If you watch any bit of news, you've likely seen what's going on in Greece. In a nutshell, the country is overextended, and it risks defaulting on its loans. This means that without some sort of extension or bailout, the country may not make good on its debts. That’s a classification usually reserved for corporations and businesses that are suffering and borrowing beyond their means, not for governments. (See also The Origins Of Greece's Debt Crisis.)

Without getting into the politics, is it a good time to invest in Greece? Some might say, “The country can’t pay their debts. Why invest?” But we know from history that when things look bleak, it's often the best time to invest.

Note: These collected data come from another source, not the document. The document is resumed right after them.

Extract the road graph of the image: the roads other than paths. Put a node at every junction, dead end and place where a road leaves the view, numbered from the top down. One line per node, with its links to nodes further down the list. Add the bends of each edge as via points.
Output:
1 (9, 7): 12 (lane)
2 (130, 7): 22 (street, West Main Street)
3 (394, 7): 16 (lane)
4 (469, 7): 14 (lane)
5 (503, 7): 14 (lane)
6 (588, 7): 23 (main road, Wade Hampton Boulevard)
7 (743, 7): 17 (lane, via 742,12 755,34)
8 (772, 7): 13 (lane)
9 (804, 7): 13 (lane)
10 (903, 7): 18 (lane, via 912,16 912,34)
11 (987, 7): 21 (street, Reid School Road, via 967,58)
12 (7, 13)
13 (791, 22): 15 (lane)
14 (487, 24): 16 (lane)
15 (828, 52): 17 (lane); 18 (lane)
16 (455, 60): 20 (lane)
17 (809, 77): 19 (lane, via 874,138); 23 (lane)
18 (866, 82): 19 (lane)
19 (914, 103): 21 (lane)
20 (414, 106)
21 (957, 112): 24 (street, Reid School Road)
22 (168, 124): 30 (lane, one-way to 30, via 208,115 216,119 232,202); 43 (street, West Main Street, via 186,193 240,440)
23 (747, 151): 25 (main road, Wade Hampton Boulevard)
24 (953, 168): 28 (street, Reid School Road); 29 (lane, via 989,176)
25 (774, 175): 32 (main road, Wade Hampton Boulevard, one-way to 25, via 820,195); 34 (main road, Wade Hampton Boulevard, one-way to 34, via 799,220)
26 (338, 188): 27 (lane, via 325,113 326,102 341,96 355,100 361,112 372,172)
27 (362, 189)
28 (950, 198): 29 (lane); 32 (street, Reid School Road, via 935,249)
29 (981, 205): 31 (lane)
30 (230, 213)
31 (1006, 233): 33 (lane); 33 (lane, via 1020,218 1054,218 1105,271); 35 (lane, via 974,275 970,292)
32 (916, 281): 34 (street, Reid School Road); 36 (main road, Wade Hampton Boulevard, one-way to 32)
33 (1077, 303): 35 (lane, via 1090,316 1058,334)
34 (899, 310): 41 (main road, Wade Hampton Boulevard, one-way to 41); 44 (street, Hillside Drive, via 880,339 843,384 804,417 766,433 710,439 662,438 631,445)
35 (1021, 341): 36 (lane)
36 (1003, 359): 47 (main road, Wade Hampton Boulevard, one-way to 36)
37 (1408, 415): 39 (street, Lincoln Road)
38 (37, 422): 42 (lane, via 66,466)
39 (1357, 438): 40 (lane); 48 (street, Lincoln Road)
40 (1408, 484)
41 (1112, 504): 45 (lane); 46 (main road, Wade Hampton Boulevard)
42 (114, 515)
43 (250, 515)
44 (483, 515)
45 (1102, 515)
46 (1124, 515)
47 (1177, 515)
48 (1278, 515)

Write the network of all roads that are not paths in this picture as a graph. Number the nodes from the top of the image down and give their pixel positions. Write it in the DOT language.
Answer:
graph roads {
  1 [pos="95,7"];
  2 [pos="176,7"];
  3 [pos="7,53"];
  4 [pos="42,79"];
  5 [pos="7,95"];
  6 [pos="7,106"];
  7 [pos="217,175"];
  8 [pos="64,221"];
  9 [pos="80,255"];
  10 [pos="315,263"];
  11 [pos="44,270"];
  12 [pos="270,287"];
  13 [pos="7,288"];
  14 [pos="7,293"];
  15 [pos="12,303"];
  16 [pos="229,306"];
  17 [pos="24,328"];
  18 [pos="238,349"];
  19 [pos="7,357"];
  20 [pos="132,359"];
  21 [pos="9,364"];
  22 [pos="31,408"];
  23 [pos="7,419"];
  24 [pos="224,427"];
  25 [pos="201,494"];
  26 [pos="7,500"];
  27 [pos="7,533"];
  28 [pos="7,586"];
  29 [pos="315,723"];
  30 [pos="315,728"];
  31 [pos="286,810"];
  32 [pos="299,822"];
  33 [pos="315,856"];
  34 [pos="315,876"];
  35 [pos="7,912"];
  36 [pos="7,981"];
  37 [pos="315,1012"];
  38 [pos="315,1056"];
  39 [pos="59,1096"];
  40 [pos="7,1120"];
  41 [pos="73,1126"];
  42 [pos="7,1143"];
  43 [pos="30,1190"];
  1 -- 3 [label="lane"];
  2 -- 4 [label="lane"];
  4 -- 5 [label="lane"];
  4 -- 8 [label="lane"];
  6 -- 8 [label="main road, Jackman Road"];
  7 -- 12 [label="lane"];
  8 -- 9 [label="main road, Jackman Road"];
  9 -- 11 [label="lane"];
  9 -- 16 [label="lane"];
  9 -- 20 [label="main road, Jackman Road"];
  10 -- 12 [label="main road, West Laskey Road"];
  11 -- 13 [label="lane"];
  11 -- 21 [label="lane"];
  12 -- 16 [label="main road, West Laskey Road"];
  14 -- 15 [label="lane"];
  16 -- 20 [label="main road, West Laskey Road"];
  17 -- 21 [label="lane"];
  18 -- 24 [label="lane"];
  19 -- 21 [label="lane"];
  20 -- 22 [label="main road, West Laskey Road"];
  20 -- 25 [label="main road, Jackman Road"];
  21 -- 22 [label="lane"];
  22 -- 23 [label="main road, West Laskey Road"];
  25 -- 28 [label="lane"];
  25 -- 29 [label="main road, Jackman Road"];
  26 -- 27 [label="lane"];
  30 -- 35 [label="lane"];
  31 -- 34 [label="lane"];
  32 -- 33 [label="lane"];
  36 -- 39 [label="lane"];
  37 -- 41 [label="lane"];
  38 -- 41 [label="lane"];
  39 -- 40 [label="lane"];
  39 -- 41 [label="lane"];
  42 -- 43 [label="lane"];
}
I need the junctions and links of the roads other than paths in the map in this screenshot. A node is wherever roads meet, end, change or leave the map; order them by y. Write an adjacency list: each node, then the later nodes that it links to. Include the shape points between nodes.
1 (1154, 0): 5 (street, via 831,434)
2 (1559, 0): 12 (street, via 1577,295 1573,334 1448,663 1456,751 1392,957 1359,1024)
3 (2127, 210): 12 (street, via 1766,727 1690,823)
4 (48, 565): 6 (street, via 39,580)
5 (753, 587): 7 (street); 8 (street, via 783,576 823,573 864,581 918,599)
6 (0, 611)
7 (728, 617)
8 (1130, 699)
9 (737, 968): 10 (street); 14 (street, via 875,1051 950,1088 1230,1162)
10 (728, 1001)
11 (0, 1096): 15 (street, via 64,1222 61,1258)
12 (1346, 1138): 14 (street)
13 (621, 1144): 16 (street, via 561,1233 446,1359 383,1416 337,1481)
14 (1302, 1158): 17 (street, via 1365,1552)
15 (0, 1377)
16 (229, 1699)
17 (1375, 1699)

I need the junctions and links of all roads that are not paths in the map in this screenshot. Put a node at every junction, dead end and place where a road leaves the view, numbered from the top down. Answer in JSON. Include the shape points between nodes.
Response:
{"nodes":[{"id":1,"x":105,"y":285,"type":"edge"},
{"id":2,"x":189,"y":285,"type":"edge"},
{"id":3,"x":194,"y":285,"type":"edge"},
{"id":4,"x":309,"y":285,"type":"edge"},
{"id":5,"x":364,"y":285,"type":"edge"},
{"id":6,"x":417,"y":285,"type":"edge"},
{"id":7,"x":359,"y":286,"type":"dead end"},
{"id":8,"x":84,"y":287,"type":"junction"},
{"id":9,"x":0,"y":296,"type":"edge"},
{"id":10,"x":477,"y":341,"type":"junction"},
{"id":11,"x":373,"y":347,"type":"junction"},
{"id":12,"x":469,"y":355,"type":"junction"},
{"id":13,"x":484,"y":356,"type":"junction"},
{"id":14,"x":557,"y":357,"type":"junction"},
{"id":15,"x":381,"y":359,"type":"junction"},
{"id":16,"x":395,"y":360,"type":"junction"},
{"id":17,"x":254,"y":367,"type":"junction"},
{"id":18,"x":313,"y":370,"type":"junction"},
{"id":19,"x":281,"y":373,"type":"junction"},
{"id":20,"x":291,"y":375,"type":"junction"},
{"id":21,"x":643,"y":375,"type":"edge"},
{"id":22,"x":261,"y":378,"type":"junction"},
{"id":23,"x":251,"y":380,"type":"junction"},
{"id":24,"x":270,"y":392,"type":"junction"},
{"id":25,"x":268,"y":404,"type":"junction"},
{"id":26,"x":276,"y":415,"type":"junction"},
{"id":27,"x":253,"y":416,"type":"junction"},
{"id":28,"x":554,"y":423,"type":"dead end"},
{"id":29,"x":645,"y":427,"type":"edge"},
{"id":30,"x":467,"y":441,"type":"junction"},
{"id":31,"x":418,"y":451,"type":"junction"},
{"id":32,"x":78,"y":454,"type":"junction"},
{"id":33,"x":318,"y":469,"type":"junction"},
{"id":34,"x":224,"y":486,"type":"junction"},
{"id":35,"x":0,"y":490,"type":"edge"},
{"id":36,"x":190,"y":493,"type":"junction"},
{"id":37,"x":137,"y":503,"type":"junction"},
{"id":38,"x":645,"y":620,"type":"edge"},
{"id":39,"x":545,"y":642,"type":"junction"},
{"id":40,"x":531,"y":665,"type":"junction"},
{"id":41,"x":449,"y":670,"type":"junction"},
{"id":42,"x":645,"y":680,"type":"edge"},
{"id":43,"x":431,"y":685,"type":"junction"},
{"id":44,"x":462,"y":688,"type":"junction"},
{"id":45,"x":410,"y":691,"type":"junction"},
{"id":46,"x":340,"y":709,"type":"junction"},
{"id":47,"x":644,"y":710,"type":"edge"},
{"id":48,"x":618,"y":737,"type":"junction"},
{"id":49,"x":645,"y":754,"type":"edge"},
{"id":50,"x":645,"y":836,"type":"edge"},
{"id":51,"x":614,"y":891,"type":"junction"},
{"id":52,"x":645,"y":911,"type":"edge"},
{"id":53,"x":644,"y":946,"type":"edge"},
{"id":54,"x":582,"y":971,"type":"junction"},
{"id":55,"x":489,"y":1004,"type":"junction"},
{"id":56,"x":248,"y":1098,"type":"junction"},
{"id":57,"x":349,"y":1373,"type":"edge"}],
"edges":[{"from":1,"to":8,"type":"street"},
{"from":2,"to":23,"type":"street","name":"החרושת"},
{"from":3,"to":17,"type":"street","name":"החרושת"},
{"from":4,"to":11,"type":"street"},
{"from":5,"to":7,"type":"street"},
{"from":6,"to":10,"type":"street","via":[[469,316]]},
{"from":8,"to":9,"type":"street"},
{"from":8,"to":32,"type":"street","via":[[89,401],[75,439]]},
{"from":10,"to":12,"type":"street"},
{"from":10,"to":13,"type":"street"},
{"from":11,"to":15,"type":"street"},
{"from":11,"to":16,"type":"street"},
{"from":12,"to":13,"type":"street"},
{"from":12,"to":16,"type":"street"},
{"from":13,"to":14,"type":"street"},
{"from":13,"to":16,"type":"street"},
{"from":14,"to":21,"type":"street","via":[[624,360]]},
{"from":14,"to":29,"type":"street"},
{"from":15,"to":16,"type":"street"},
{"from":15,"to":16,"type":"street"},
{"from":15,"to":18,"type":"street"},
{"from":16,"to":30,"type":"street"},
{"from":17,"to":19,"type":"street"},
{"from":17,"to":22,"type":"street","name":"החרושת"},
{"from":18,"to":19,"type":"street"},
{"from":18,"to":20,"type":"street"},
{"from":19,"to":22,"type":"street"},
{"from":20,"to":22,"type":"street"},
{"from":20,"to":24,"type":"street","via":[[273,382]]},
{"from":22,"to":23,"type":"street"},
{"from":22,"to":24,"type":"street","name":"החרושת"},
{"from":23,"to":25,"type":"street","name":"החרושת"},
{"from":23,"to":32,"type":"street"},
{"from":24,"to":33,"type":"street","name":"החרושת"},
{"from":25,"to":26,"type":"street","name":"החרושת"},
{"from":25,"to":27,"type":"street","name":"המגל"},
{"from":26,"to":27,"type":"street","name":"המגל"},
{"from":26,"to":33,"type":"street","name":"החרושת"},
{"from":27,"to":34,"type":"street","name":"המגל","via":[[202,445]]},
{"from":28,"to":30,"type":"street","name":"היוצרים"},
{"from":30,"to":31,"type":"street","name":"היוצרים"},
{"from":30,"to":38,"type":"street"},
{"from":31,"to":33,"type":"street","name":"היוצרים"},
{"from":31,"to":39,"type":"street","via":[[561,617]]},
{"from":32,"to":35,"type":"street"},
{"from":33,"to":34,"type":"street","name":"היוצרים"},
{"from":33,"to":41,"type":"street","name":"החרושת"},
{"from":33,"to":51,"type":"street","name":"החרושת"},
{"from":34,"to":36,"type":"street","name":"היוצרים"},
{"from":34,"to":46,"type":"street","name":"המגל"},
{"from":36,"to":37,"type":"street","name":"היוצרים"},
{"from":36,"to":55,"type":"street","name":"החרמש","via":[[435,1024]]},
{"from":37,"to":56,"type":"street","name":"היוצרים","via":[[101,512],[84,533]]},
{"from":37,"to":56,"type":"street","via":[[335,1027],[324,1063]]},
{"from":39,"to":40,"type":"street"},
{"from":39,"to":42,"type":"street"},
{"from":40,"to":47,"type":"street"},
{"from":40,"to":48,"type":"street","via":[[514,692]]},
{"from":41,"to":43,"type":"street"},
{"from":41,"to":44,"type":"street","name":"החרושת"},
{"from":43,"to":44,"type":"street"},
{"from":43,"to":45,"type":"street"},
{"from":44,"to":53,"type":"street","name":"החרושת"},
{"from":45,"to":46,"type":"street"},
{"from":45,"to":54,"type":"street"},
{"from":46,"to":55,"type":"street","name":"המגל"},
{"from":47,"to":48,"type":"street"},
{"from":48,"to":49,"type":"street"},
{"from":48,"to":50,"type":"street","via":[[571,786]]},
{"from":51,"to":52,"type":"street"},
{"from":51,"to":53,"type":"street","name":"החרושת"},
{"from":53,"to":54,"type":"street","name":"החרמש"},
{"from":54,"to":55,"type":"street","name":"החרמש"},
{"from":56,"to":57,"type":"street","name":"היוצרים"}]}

The Time to Buy Is When Prices Are Depressed

Generally speaking, when prices are depressed, that's the time to buy. Here’s what that looks like.

In 2008, Microsoft Inc. (MSFT) was negotiating to buy Yahoo Inc. (YHOO) — two Internet giants competing for market share. Microsoft was in a position to overtake Yahoo and offered more than $44 billion for the buyout. Then CEO Jerry Yang turned down the deal, which analysts across the board said was a great deal. Overnight Yahoo’s stock dropped significantly. The morning after the drop, you could purchase as much Yahoo stock you could afford and by noon, sell it all for around an 8% profit.

The idea there was that temporary market fluctuations are the time to invest and capitalize. The Yahoo situation was unique; it was media scare about an ownership issue. The Greek situation is very different. It’s not a temporary hiccup that will balance out, but an issue that runs much deeper.

The MSCI Greece Index

MSCI, the Morgan Stanley Capital International, is an index that tracks markets around the world. There's an all nations index but also one that's specific to just about every country. It's a great way to see how healthy the stock market is in each country. Looking at the history of the Greek index, we see things don't look so hot.

In October 2007, the global economy was fantastic. The Dow Jones Industrial Average was at an all-time high; people and corporations were buying, borrowing, and spending; and the MSCI Greece index looked great. On October 31, 2007, that index hit a high point of 1,040. On May 29, 2015, the index had sunk to a near all-time low of just 53.68; that’s just 5.1% of its highest value.

The economy is looking so bleak, though, that in 2013 MSCI dropped Greece from a developed country back to an emerging market. For investors, the reclassification mean better potential returns, but also significantly more risk. The index may drop the Greek economy even further from emerging market to standalone. Essentially, Greece would be ousted from the MSCI. (See also Greece: By The Numbers.)

Some say it has (nearly) no place to go but up. But the problem isn’t entirely in Greece. 

Investing in Stocks, Not Euros

Greece as a country is in dire financial straits. However, there are a lot of companies that are incorporated there and are still doing well. They are still producing, selling and earning money. The problem is that the financial problems extend well beyond the Greek borders.

Even for those interested in investing in the country, the index could easily double in the next year or two, and it would still be down 90% off its highest point ever. But the issue is that the euro is slipping in value compared to the dollar. (See also The Pros and Cons of a Weak Euro.)

A Greek company that's faring well and earns 10% this year may not look quite as promising when you factor in the exchange rate to convert to dollars. Many analysts are saying that you want to own the stock, but you want to avoid the currency.

The Greek Dilemma

So that still leaves the question: “Should I invest in Greece?” It's still a hard question to answer. The Greek economy is depressed; that’s a given. And since the index is at a mere 5% of its all-time high, there's a lot of room to grow. However, one of the bigger issues is that the euro is holding a lot of countries back (not just Greece). So what does an investor do?

For those who want to take risks, Greece is a great investment. In fact, investing directly into the Greek economy through an ETF like GREK is the easiest way to do so. Another option is finding another mutual fund or index that closely tracks the Greek economy. If you want a gamble that could yield big gains, then invest in Greek bonds.

Those who are a little more risk averse can still capitalize on the depressed economy. Instead of investing in the country, there are a number of attractive Greek companies still poised to take off. Many of these larger companies will trade on a US exchange, so you don’t have to worry about losing money to the dollar/euro exchange rate. (See also 6 Factors That Influence Exchange Rates.)

The Bottom Line

At the time of this writing, Greece needed to pay off a large chunk of its borrowed money quickly. The country doesn’t have that money. By the time you read this, things may be drastically different. But one thing is certain: The Greek economy is in trouble, and there are ways to grow your portfolio by taking calculated risks. You can invest in the country, the index, or the companies that are domiciled there.

If you are young and you have time to recover if things don’t pick up quickly, then the higher-risk-but-higher-reward option might be right up your alley. However, for those who need more of a sure thing, then investing in those companies on the US exchange might be the better choice.